MEC cancela criação de novos cursos de medicina e médica goiana comemora: ‘Vitória da educação’
- há 24 minutos
- 2 min de leitura
"Edital de abertura de faculdades de medicina revogado. Qualidade é o que nos une", escreveu Ludhmila Hajjar
Mais Goiás

O Ministério da Educação (MEC) cancelou edital do programa Mais Médicos que previa 5,9 mil vagas em faculdades de medicina privada no País. A decisão publicada na terça-feira (10) considera as vagas já autorizadas por via judicial. Foram 4,5 mil em 1 ano e meio por liminares da Justiça, conforme a jornalista Beth Koike.
Na ocasião, a médica goiana Ludhmila Hajjar comemorou. “Vitória da educação brasileira. Edital de abertura de faculdades de medicina revogado. Qualidade é o que nos une.” A portaria que cancelou o edital do Mais Médicos 3 foi assinada pelo ministro da Educação, Camilo Santana.
O intuito era abrir mais vagas em regiões com necessidade de médicos, mas devido ao volume de ações pela abertura de novos cursos, mesmo sem estrutura disponível n SUS, houve o cancelamento.
Sobre o programa, ele é um dos principais instrumentos para abrir cursos de medicina no país desde sua criação, em 2013.

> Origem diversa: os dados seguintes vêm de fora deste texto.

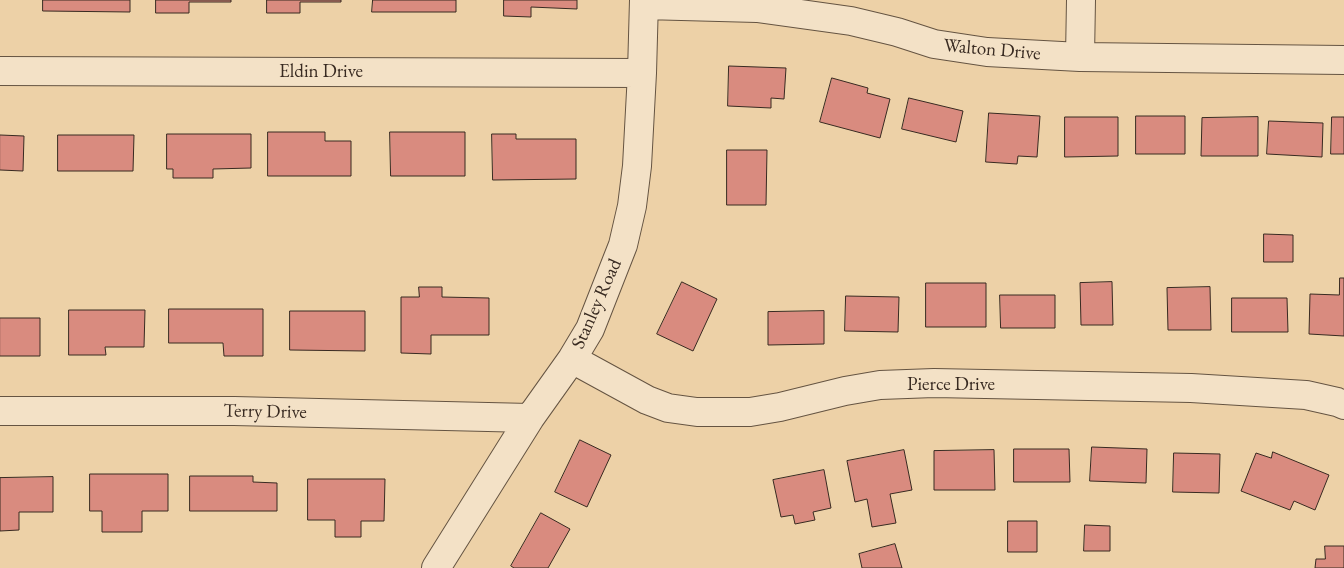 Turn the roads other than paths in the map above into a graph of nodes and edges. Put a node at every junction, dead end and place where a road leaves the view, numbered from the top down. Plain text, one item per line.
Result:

Enamed mostrou cursos de medicina em Goiás com notas ruins
O Instituto Nacional de Estudos e Pesquisas Educacionais Anísio Teixeira (Inep) divulgou em janeiro o resultado do Exame Nacional de Avaliação da Formação Médica (Enamed), que avaliou 351 cursos de medicina no Brasil inteiro.
Em Goiás, 62,5% dos cursos avaliados ficaram notas 1 e 2 em uma escala que ia até 5. Com esse desempenho, considerado insatisfatório pelo Inep, alguns deles serão punidos. É preciso destacar, contudo, que, entre as instituições particulares, os cursos de medicina são anteriores aos casos judicializados que motivaram o cancelamento do Mais Médicos.
Sobre a punição, ela consiste em sofrer restrição no Fies e suspensão de processos de abertura de novas vagas. Embora a ideia do Inep seja a de aplicar sanções a todas as instituições mal avaliadas, nem todas estão sob supervisão direta do Ministério da Educação (sobretudo faculdades estaduais e municipais). Das 351 instituições avaliadas, 304 integram o Sistema Federal de Ensino.
O Enamed é uma prova anual para medir o desempenho dos estudantes e a qualidade do ensino. Antes da divulgação, um grupo de universidades particulares entrou na Justiça para barrar a publicação do resultado, mas perdeu.
Participaram da avaliação cerca de 89 mil alunos entre aqueles que estão concluindo a faculdade e em outros semestres. Entre os concluintes, só 67% tiveram o que o instituto chama de “resultado proficiente”, ou seja, conseguiu mostrar na avaliação conhecimento suficiente. Quase 13 mil ficaram abaixo.